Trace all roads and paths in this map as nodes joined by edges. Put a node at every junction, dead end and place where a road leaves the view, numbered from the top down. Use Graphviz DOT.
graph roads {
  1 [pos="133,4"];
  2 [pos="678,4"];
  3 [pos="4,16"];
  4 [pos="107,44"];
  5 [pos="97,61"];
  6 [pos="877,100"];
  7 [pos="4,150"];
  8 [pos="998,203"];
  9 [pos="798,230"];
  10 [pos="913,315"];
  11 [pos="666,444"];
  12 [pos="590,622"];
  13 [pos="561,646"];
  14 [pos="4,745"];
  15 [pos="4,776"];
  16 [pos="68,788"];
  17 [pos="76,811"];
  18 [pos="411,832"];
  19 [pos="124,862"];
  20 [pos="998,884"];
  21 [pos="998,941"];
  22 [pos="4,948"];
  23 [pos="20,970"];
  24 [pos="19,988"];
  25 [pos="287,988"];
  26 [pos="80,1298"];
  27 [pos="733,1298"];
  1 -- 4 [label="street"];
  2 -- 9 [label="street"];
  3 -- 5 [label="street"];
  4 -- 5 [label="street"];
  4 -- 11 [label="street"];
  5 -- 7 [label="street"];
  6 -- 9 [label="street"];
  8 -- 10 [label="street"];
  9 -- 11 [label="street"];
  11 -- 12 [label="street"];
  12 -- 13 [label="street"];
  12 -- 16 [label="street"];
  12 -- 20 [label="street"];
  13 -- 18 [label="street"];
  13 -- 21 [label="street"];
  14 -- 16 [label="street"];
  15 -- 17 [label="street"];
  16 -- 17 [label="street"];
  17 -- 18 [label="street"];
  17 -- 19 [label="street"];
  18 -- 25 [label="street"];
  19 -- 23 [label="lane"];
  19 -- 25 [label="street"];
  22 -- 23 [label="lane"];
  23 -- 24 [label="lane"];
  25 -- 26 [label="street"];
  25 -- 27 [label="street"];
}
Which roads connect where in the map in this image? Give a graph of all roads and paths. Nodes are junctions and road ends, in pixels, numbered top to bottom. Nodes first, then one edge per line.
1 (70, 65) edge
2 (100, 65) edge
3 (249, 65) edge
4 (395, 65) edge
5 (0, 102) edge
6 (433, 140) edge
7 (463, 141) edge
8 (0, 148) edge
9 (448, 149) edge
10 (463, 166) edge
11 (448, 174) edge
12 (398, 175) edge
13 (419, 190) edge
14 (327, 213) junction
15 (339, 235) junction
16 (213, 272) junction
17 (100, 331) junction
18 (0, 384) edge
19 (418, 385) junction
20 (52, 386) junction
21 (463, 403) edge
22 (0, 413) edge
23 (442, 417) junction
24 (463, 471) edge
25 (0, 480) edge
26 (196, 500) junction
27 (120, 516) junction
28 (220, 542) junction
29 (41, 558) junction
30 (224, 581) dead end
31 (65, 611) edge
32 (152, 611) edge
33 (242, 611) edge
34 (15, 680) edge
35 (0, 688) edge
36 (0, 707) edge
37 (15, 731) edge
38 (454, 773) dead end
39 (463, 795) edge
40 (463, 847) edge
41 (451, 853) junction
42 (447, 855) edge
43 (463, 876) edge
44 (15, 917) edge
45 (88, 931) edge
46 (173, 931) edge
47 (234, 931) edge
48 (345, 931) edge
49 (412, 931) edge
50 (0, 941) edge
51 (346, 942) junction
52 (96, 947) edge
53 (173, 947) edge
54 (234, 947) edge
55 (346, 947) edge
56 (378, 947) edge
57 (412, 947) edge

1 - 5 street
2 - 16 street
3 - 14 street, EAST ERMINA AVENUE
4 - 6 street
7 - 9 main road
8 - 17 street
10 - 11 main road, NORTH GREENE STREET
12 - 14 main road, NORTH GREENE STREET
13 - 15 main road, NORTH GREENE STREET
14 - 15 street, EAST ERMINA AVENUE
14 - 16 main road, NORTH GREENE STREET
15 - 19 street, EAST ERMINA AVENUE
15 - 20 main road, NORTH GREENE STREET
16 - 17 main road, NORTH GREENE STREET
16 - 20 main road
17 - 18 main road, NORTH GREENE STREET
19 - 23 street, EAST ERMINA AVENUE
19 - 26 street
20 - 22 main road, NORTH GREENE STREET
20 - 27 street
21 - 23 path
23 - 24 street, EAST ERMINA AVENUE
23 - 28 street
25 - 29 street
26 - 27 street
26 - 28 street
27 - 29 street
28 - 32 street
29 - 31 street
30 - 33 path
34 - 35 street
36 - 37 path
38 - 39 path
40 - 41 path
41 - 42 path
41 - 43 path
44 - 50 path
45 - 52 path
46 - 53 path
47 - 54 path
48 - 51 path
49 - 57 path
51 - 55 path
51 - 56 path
• • •
Problem requirements:
Write the records out in full, exactly as they read above.

Response to the task:
Trace all roads and paths in this map as nodes joined by edges. Put a node at every junction, dead end and place where a road leaves the view, numbered from the top down. Use Graphviz DOT.
graph roads {
  1 [pos="133,4"];
  2 [pos="678,4"];
  3 [pos="4,16"];
  4 [pos="107,44"];
  5 [pos="97,61"];
  6 [pos="877,100"];
  7 [pos="4,150"];
  8 [pos="998,203"];
  9 [pos="798,230"];
  10 [pos="913,315"];
  11 [pos="666,444"];
  12 [pos="590,622"];
  13 [pos="561,646"];
  14 [pos="4,745"];
  15 [pos="4,776"];
  16 [pos="68,788"];
  17 [pos="76,811"];
  18 [pos="411,832"];
  19 [pos="124,862"];
  20 [pos="998,884"];
  21 [pos="998,941"];
  22 [pos="4,948"];
  23 [pos="20,970"];
  24 [pos="19,988"];
  25 [pos="287,988"];
  26 [pos="80,1298"];
  27 [pos="733,1298"];
  1 -- 4 [label="street"];
  2 -- 9 [label="street"];
  3 -- 5 [label="street"];
  4 -- 5 [label="street"];
  4 -- 11 [label="street"];
  5 -- 7 [label="street"];
  6 -- 9 [label="street"];
  8 -- 10 [label="street"];
  9 -- 11 [label="street"];
  11 -- 12 [label="street"];
  12 -- 13 [label="street"];
  12 -- 16 [label="street"];
  12 -- 20 [label="street"];
  13 -- 18 [label="street"];
  13 -- 21 [label="street"];
  14 -- 16 [label="street"];
  15 -- 17 [label="street"];
  16 -- 17 [label="street"];
  17 -- 18 [label="street"];
  17 -- 19 [label="street"];
  18 -- 25 [label="street"];
  19 -- 23 [label="lane"];
  19 -- 25 [label="street"];
  22 -- 23 [label="lane"];
  23 -- 24 [label="lane"];
  25 -- 26 [label="street"];
  25 -- 27 [label="street"];
}
Which roads connect where in the map in this image? Give a graph of all roads and paths. Nodes are junctions and road ends, in pixels, numbered top to bottom. Nodes first, then one edge per line.
1 (70, 65) edge
2 (100, 65) edge
3 (249, 65) edge
4 (395, 65) edge
5 (0, 102) edge
6 (433, 140) edge
7 (463, 141) edge
8 (0, 148) edge
9 (448, 149) edge
10 (463, 166) edge
11 (448, 174) edge
12 (398, 175) edge
13 (419, 190) edge
14 (327, 213) junction
15 (339, 235) junction
16 (213, 272) junction
17 (100, 331) junction
18 (0, 384) edge
19 (418, 385) junction
20 (52, 386) junction
21 (463, 403) edge
22 (0, 413) edge
23 (442, 417) junction
24 (463, 471) edge
25 (0, 480) edge
26 (196, 500) junction
27 (120, 516) junction
28 (220, 542) junction
29 (41, 558) junction
30 (224, 581) dead end
31 (65, 611) edge
32 (152, 611) edge
33 (242, 611) edge
34 (15, 680) edge
35 (0, 688) edge
36 (0, 707) edge
37 (15, 731) edge
38 (454, 773) dead end
39 (463, 795) edge
40 (463, 847) edge
41 (451, 853) junction
42 (447, 855) edge
43 (463, 876) edge
44 (15, 917) edge
45 (88, 931) edge
46 (173, 931) edge
47 (234, 931) edge
48 (345, 931) edge
49 (412, 931) edge
50 (0, 941) edge
51 (346, 942) junction
52 (96, 947) edge
53 (173, 947) edge
54 (234, 947) edge
55 (346, 947) edge
56 (378, 947) edge
57 (412, 947) edge

1 - 5 street
2 - 16 street
3 - 14 street, EAST ERMINA AVENUE
4 - 6 street
7 - 9 main road
8 - 17 street
10 - 11 main road, NORTH GREENE STREET
12 - 14 main road, NORTH GREENE STREET
13 - 15 main road, NORTH GREENE STREET
14 - 15 street, EAST ERMINA AVENUE
14 - 16 main road, NORTH GREENE STREET
15 - 19 street, EAST ERMINA AVENUE
15 - 20 main road, NORTH GREENE STREET
16 - 17 main road, NORTH GREENE STREET
16 - 20 main road
17 - 18 main road, NORTH GREENE STREET
19 - 23 street, EAST ERMINA AVENUE
19 - 26 street
20 - 22 main road, NORTH GREENE STREET
20 - 27 street
21 - 23 path
23 - 24 street, EAST ERMINA AVENUE
23 - 28 street
25 - 29 street
26 - 27 street
26 - 28 street
27 - 29 street
28 - 32 street
29 - 31 street
30 - 33 path
34 - 35 street
36 - 37 path
38 - 39 path
40 - 41 path
41 - 42 path
41 - 43 path
44 - 50 path
45 - 52 path
46 - 53 path
47 - 54 path
48 - 51 path
49 - 57 path
51 - 55 path
51 - 56 path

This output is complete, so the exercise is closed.